Let's use the variables V1, A1, and h1 to represent the volume, base area, and height of the first pyramid, and V2, A2, and h2 for the second pyramid.
According to the problem, the volume of the first pyramid is 24 cubic inches when its base area is 24 square inches and its height is 3 inches.
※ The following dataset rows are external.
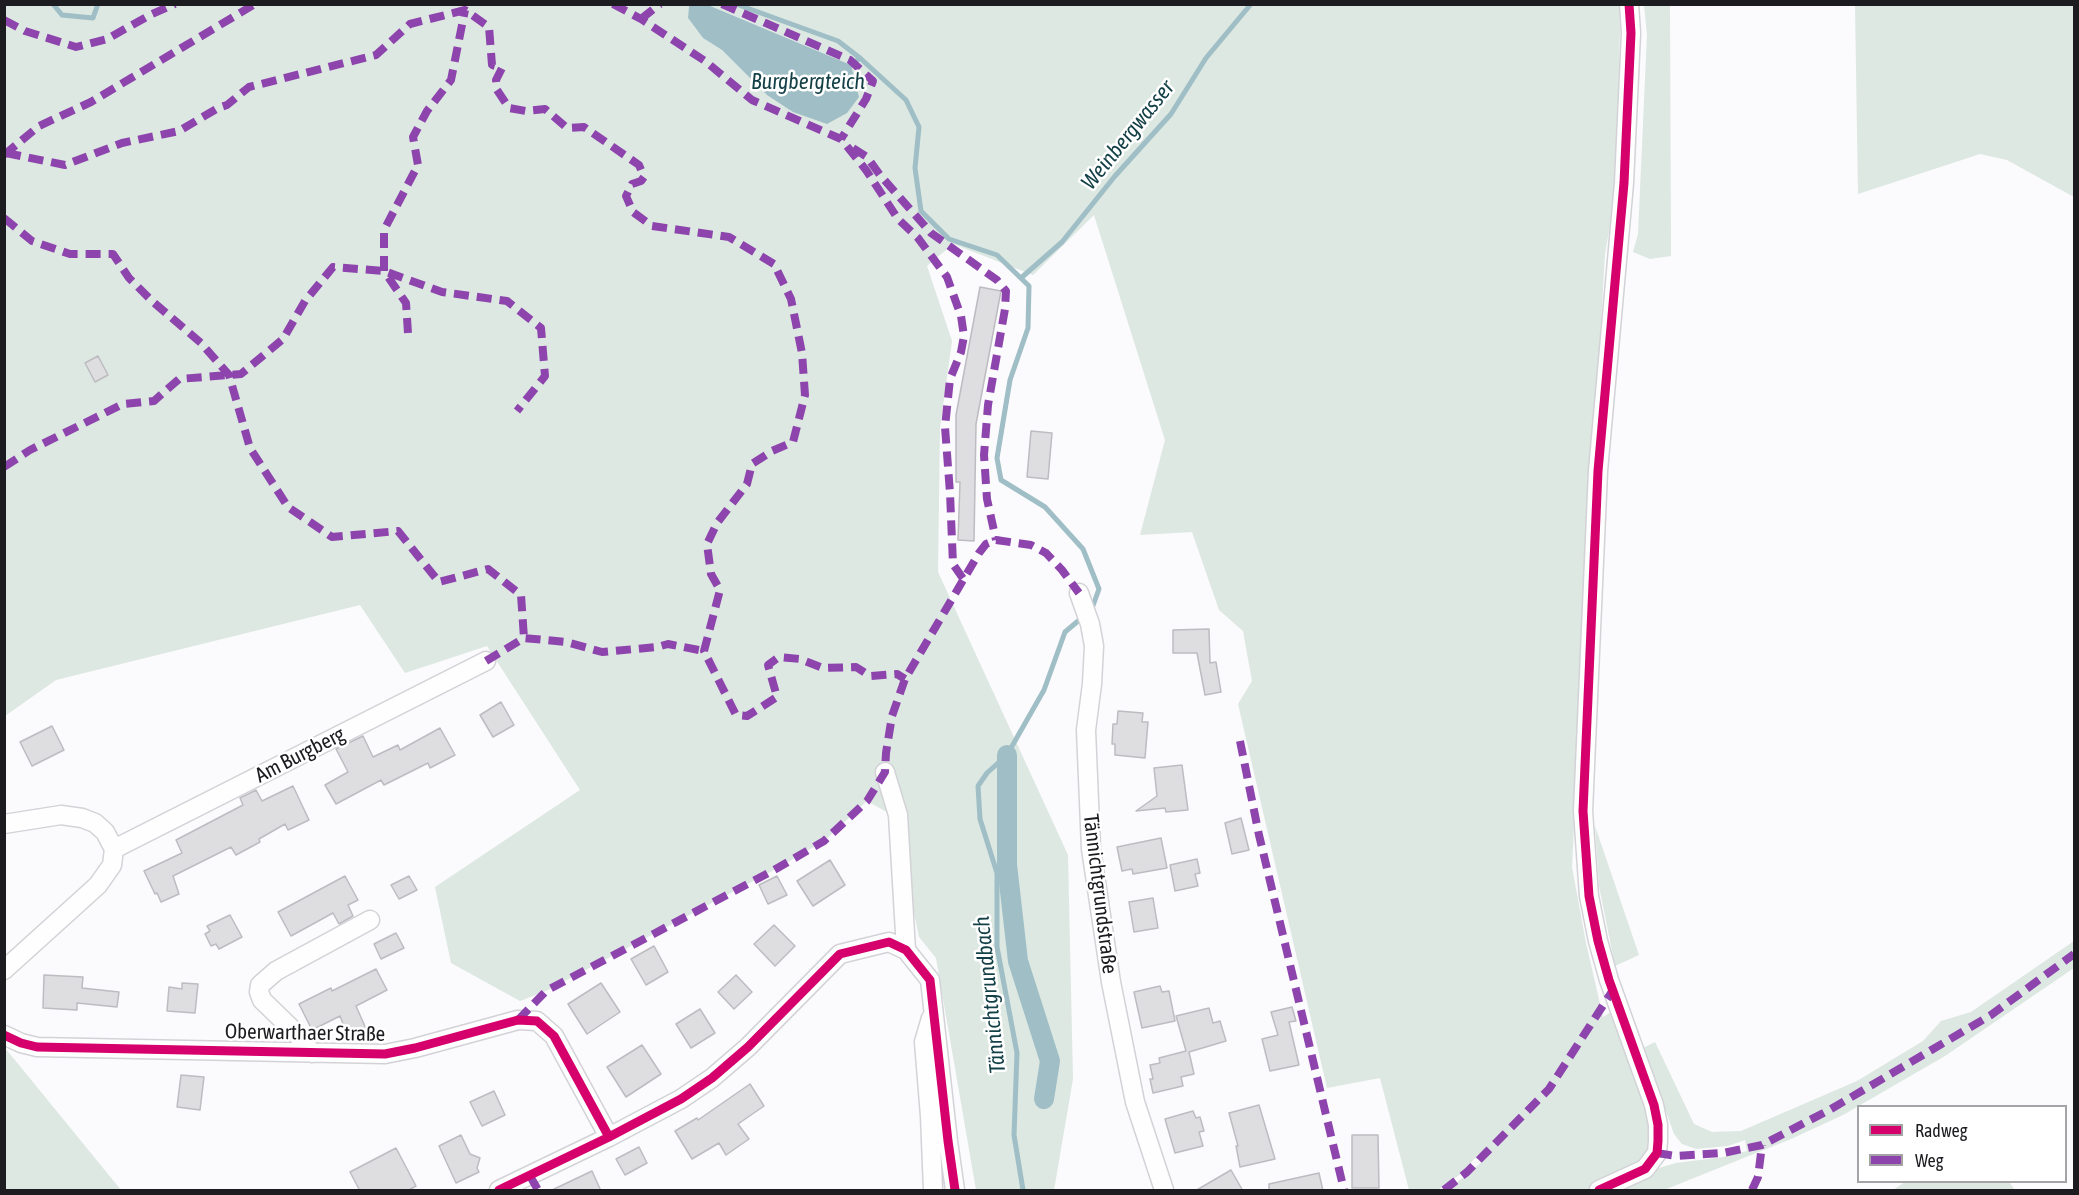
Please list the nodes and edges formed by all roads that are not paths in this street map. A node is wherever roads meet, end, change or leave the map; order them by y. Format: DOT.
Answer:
graph roads {
  1 [pos="1629,4"];
  2 [pos="1079,593"];
  3 [pos="486,661"];
  4 [pos="885,772"];
  5 [pos="4,824"];
  6 [pos="114,849"];
  7 [pos="370,920"];
  8 [pos="906,950"];
  9 [pos="4,970"];
  10 [pos="934,1008"];
  11 [pos="4,1035"];
  12 [pos="312,1053"];
  13 [pos="609,1137"];
  14 [pos="499,1191"];
  15 [pos="933,1191"];
  16 [pos="955,1191"];
  17 [pos="1164,1191"];
  18 [pos="1599,1191"];
  1 -- 18 [label="street"];
  2 -- 17 [label="street, Tännichtgrundstraße"];
  3 -- 6 [label="street, Am Burgberg"];
  4 -- 8 [label="street"];
  5 -- 6 [label="street"];
  6 -- 9 [label="street"];
  7 -- 12 [label="street, Oberwarthaer Straße"];
  8 -- 10 [label="street"];
  8 -- 13 [label="street"];
  10 -- 15 [label="street"];
  10 -- 16 [label="street"];
  11 -- 12 [label="street, Oberwarthaer Straße"];
  12 -- 13 [label="street, Oberwarthaer Straße"];
  13 -- 14 [label="street"];
}
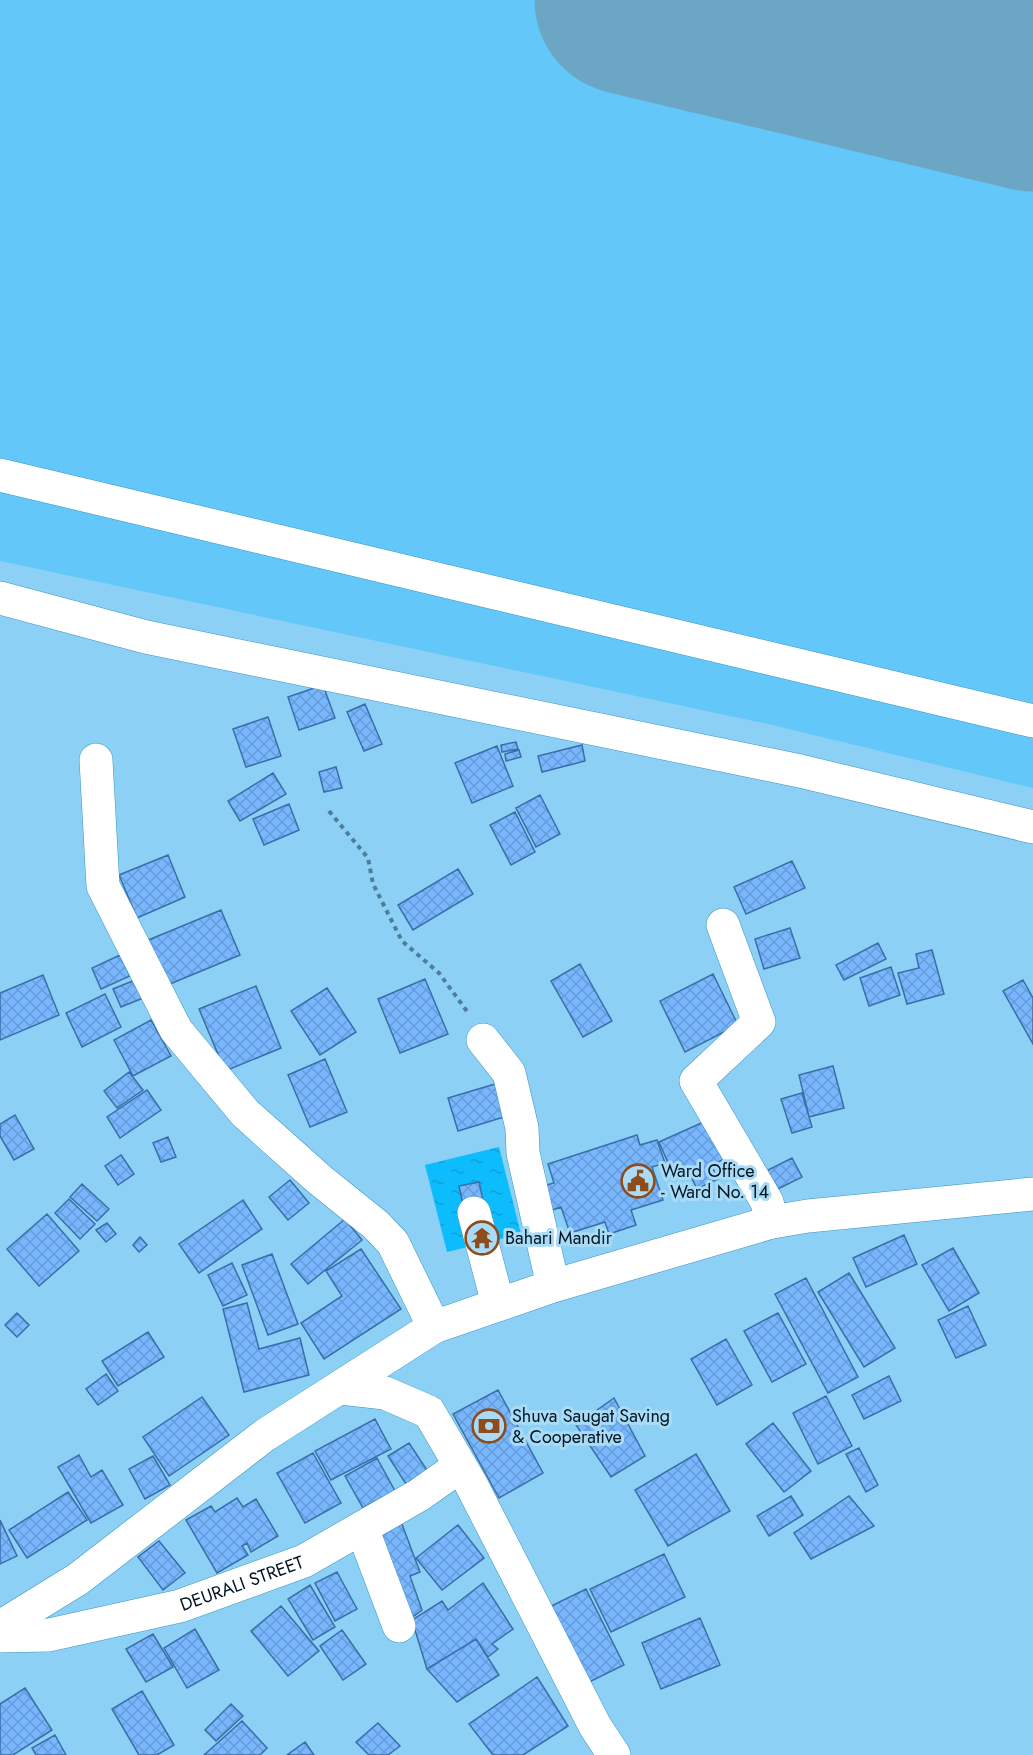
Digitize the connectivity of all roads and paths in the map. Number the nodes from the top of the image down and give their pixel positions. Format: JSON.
{"nodes":[{"id":1,"x":0,"y":475,"type":"edge"},
{"id":2,"x":0,"y":598,"type":"edge"},
{"id":3,"x":1033,"y":721,"type":"edge"},
{"id":4,"x":96,"y":760,"type":"dead end"},
{"id":5,"x":329,"y":811,"type":"dead end"},
{"id":6,"x":1033,"y":827,"type":"edge"},
{"id":7,"x":723,"y":925,"type":"dead end"},
{"id":8,"x":483,"y":1040,"type":"joint"},
{"id":9,"x":1033,"y":1194,"type":"edge"},
{"id":10,"x":474,"y":1213,"type":"dead end"},
{"id":11,"x":772,"y":1222,"type":"junction"},
{"id":12,"x":553,"y":1286,"type":"junction"},
{"id":13,"x":498,"y":1304,"type":"junction"},
{"id":14,"x":434,"y":1327,"type":"junction"},
{"id":15,"x":341,"y":1388,"type":"junction"},
{"id":16,"x":460,"y":1466,"type":"junction"},
{"id":17,"x":362,"y":1528,"type":"junction"},
{"id":18,"x":399,"y":1626,"type":"dead end"},
{"id":19,"x":0,"y":1627,"type":"edge"},
{"id":20,"x":0,"y":1636,"type":"edge"},
{"id":21,"x":614,"y":1755,"type":"edge"}],
"edges":[{"from":1,"to":3,"type":"street"},
{"from":2,"to":6,"type":"street"},
{"from":4,"to":14,"type":"street"},
{"from":5,"to":8,"type":"path"},
{"from":7,"to":11,"type":"street"},
{"from":8,"to":12,"type":"street"},
{"from":9,"to":11,"type":"street"},
{"from":10,"to":13,"type":"street"},
{"from":11,"to":12,"type":"street"},
{"from":12,"to":13,"type":"street"},
{"from":13,"to":14,"type":"street"},
{"from":14,"to":15,"type":"street"},
{"from":15,"to":16,"type":"street"},
{"from":15,"to":19,"type":"street"},
{"from":16,"to":17,"type":"street","name":"DEURALI STREET"},
{"from":16,"to":21,"type":"street"},
{"from":17,"to":18,"type":"street"},
{"from":17,"to":20,"type":"street","name":"DEURALI STREET"}]}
This can be written as:
V1 = 24 cubic inches
A1 = 24 square inches
h1 = 3 inches
We can establish a proportion with these values:
V1 / A1 * h1 = V2 / A2 * h2
Plugging in the values we know:
24 / 24 * 3 = V2 / 15 * 7
Simplifying the equation:
1 * 3 = V2 / (15 * 7)
3 = V2 / 105
To find V2, we can cross-multiply:
V2 = 3 * 105
V2 = 315
Therefore, the volume of the pyramid with a base area of 15 square inches and a height of 7 inches is 315 cubic inches.
To find the volume of a pyramid, you need to know the formula for its volume and the given values of its base area and height.
The formula for the volume of a pyramid is given by V = (1/3) * base area * height.
In this problem, you are given that the volume of one pyramid is 24 cubic inches when its base area is 24 square inches and its height is 3 inches.
Let's use this given information to find the constant of variation that relates the volume, base area, and height of the pyramid.
Since the volume varies jointly with the base area and height, we can write the equation as:
V = k * A * H,
where V is the volume, A is the base area, H is the height, and k is the constant of variation.
Using the given values, we can substitute them into the equation and solve for k:
24 = k * 24 * 3.
Dividing both sides of the equation by (24 * 3), we get:
24 / (24 * 3) = k.
Simplifying the expression, we have:
1 / 3 = k.
Now that we have the value of k, we can use it to find the volume of a pyramid with a base area of 15 square inches and a height of 7 inches.
Substituting the values into the equation, we get:
V = (1/3) * 15 * 7.
Evaluating the expression, we have:
V = (1/3) * 105.
Simplifying the expression, we get:
V = 35.
Therefore, the volume of the pyramid with a base area of 15 square inches and a height of 7 inches is 35 cubic inches.